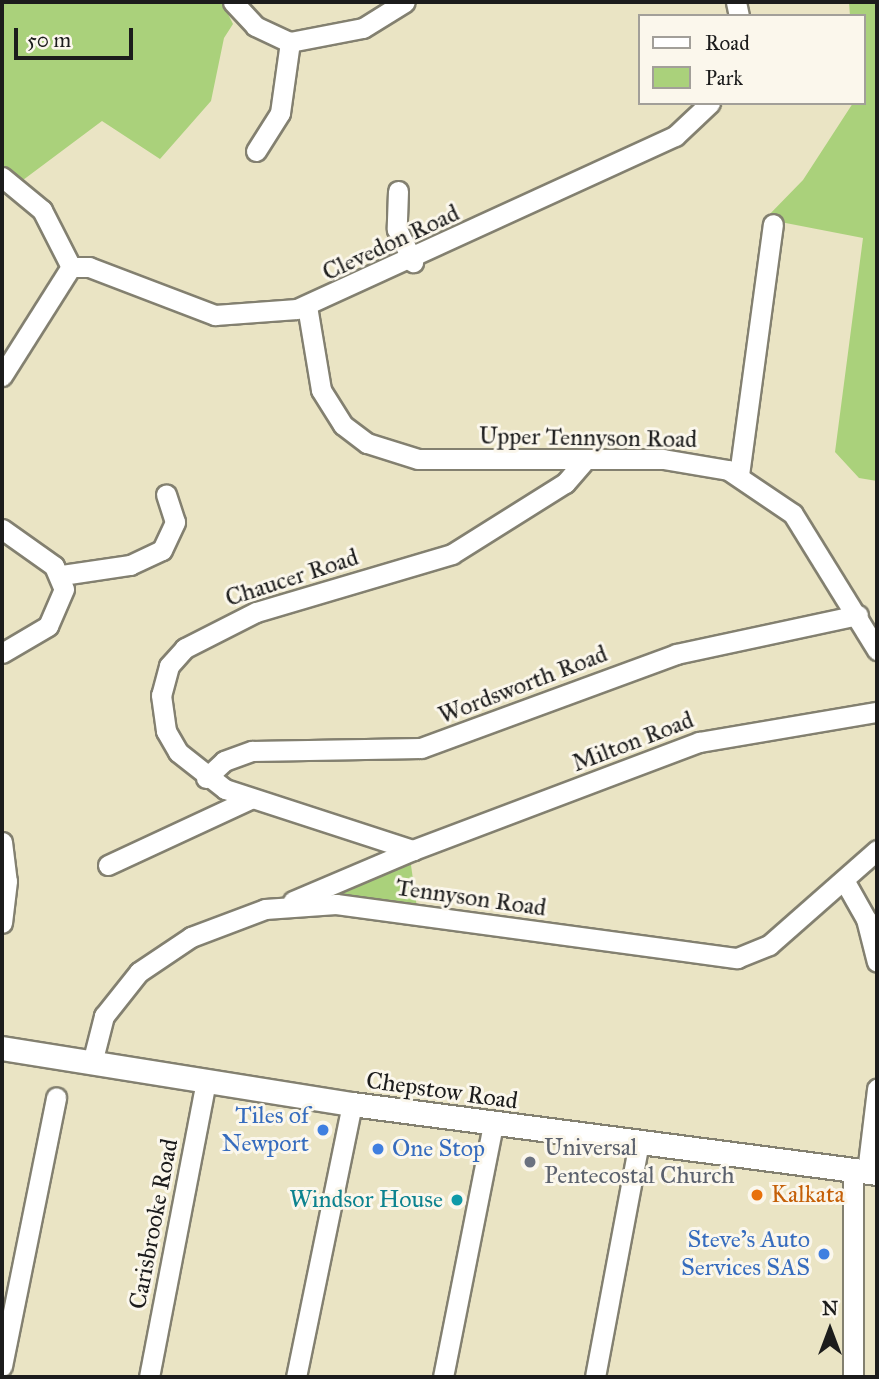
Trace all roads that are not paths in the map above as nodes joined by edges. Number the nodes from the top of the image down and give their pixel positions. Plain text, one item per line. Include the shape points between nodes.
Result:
1 (233, 2) edge
2 (405, 2) edge
3 (290, 42) junction
4 (708, 105) edge
5 (256, 151) dead end
6 (2, 177) edge
7 (398, 191) dead end
8 (773, 224) dead end
9 (413, 262) junction
10 (71, 267) junction
11 (307, 306) junction
12 (2, 376) edge
13 (586, 459) junction
14 (739, 475) junction
15 (166, 494) dead end
16 (2, 529) edge
17 (62, 575) junction
18 (858, 615) junction
19 (877, 650) edge
20 (2, 653) edge
21 (877, 712) edge
22 (206, 778) junction
23 (250, 799) junction
24 (2, 842) edge
25 (877, 849) edge
26 (414, 850) junction
27 (108, 865) dead end
28 (844, 880) junction
29 (289, 904) junction
30 (2, 923) edge
31 (877, 962) edge
32 (2, 1048) edge
33 (92, 1063) junction
34 (206, 1081) junction
35 (877, 1089) edge
36 (56, 1097) dead end
37 (352, 1104) junction
38 (493, 1124) junction
39 (639, 1143) junction
40 (866, 1172) edge
41 (2, 1366) edge
42 (149, 1377) edge
43 (296, 1377) edge
44 (443, 1377) edge
45 (596, 1377) edge
46 (853, 1377) edge

1 - 3 street via 255,26
2 - 3 street via 363,28
3 - 5 street via 279,113
4 - 9 street, Clevedon Road via 675,136
6 - 10 street via 42,210
7 - 9 street via 397,229
8 - 14 street
9 - 11 street, Clevedon Road
10 - 11 street, Clevedon Road via 89,267 215,315
10 - 12 street
11 - 13 street, Upper Tennyson Road via 321,390 342,425 367,443 418,459
13 - 14 street, Upper Tennyson Road via 691,461
13 - 22 street, Chaucer Road via 565,483 452,554 256,612 185,648 165,675 163,718 178,752
14 - 18 street, Upper Tennyson Road via 793,514
15 - 17 street via 175,522 162,550 130,565
16 - 17 street
17 - 20 street via 63,598 53,620
18 - 19 street, Upper Tennyson Road
18 - 22 street, Wordsworth Road via 676,654 421,748 252,751 224,761
21 - 26 street, Milton Road via 709,739
22 - 23 street, Chaucer Road
23 - 26 street
23 - 27 street
24 - 30 street via 7,881
25 - 28 street, Tennyson Road
26 - 29 street, Milton Road
28 - 29 street, Tennyson Road via 769,945 737,958 336,904
28 - 31 street via 866,919
29 - 33 street, Tennyson Road via 226,922 145,967 104,1016
32 - 33 main road, Chepstow Road
33 - 34 main road, Chepstow Road
34 - 37 main road, Chepstow Road
34 - 42 street, Carisbrooke Road
35 - 40 street
36 - 41 street
37 - 38 main road, Chepstow Road
37 - 43 street
38 - 39 main road, Chepstow Road
38 - 44 street
39 - 40 main road, Chepstow Road
39 - 45 street
40 - 46 street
------------------------------------------------
:: Aim of the task ::
Whenever a line of the listing above holds the string "Chaucer", include it in the count, and report only the final number.

:: Exercise output ::
2